On 9/11 I was living in sin with my feminist hippie girlfriend. Her man-hating friends were Caucasian Buddhist bike-riding bisexual women, one of which was a political activist who worked for the green party. I bought into a lot of their beliefs and was quite the raging liberal myself at one point, though firsthand experience during the WTO riots in Seattle had begun to erode my faith in the faithless.
The night of 9/10 I began watching several videocassettes of the television show, The X Files. I couldn’t sleep, partly because we were starving and partly because I was stressed out about some things, so I watched all night and into the morning.
Sometime around 6am the VHS tape stopped and began to rewind. When it stopped, the VCR switched to television, which happened to be on a national news channel. The news was airing footage of a large building burning, and said an aircraft had flown into it. Someone suggested a navigational error, but it still seemed suspicious. As I was watching the live feed, wondering myself what may have happened, I glanced up to see a second aircraft fly into the building. At that moment I, like most Americans watching the drama unfold, knew it was not an accident and something terrible and life-altering was about to unfold.
I remember repeating “no … no … no … no …” over and over. Eventually my girlfriend woke up and I told her what was going on. When they mentioned later in the morning that Osama Bin Laden may be involved, I’d never heard of him, but she rattled off a whole history (which, of course, included the whole “we trained him” bit in verbal boldface).
I couldn’t sleep that morning, and I was glued to the television and internet all day. In the late afternoon we were scheduled to work at a car-parts store (think NASCAR, confederate flags, etc) with our Sikh supervisor and his brother and cousins. Though I knew they were good people, I was a little worried about going somewhere with a crowd of bearded guys who were wearing turbans on a day when much of America was in shock and anger over what was already being viewed as a “Muslim” attack.
While working we were almost all silent. I think they knew we were uncomfortable, because it was one of them who brought up the attacks. We all started talking, and they told us that an organization they belonged to was going to set up an emergency blood drive and they would be donating blood.
That whole day was strange and “off”, in part because of the national shock and in part because I had not slept. The following weeks and months were also strange to me. For a few days no aircraft were permitted to fly. I remember looking out over Seattle and Puget Sound, seeing the sky silent and still. I looked out there often, thinking about how Native Americans of a couple hundred years before might have seen the landscape. I looked out there in the mornings and evenings when the jets began making their patrols, circling the area. It was strange.
Our laundry room had a table where people would leave junk for others to take. I found an aircraft scanner there shortly after the attacks, and began using it to listen to air traffic. I found myself on edge, constantly aware of my surroundings. In my morning commute I would run under the Space Needle to the bus stop, and I remember so many mornings wondering if someone was going to set a bomb off at that symbol as I ran by. Stupid, I know, but I was still part-liberal, and subject to paranoia and conspiracy. I quit taking the monorail. I started to look at all foreigners suspiciously.

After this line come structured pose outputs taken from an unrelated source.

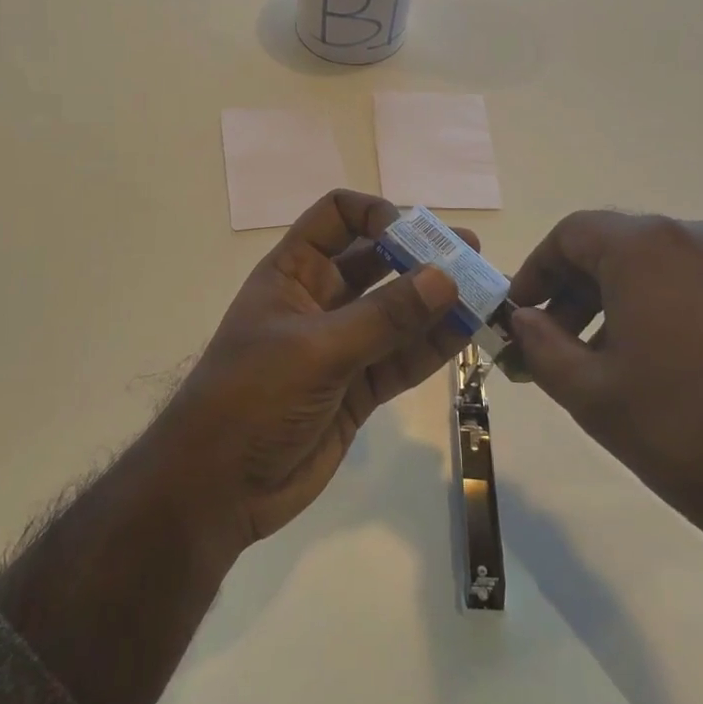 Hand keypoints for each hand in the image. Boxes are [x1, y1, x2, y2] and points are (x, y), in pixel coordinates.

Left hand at [0, 190, 467, 703]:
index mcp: (294, 272)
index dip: (376, 215)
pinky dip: (433, 345)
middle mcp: (321, 299)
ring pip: (398, 311)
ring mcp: (342, 344)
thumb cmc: (251, 397)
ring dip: (438, 301)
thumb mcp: (316, 350)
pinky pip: (402, 357)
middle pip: (377, 261)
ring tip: (485, 291)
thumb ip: (384, 317)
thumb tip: (446, 278)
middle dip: (421, 256)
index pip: (337, 217)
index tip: (413, 237)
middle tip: (470, 254)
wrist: (217, 488)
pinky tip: (468, 332)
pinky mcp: (359, 387)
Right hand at [502, 210, 702, 540]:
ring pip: (668, 268)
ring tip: (616, 364)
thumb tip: (524, 321)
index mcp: (648, 245)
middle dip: (578, 292)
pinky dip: (676, 311)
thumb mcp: (592, 395)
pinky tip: (678, 369)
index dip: (536, 271)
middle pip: (620, 247)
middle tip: (559, 345)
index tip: (521, 314)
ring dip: (627, 303)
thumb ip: (541, 346)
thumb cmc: (690, 431)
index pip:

The conspiracies started almost immediately. Green Party girl called to say the attacks were orchestrated by George Bush so we could go to war and make his friends rich over oil. I thought that was ridiculous – an extension of the “the election was rigged” conspiracy – and began listening to his speeches to see if he was as dumb as people said.
When I realized he wasn’t – that he was sincere and just as concerned as the rest of America – I began moving away from the dark side and into the light. When I got a job the following month I began listening to talk radio on my walkman during the long bus commutes.
Over time, having this curious and open mind has allowed me to see many facets to political issues, where previously I was only motivated by the prideful aspect of liberalism (“we’re smarter than you are/ we know what’s REALLY going on”). I see so clearly now that some people are humble and realistic while others are proud and march behind stolen concepts and abused values like “free speech” and “diversity”.
9/11 changed the way I look at the world. I think it did that for a lot of people. I hope everyone can remember that day and how they felt before the political vultures arrived. It was a real event. We were really attacked by a corrupt ideology on American soil. Lives really were lost. It was not an “inside job”.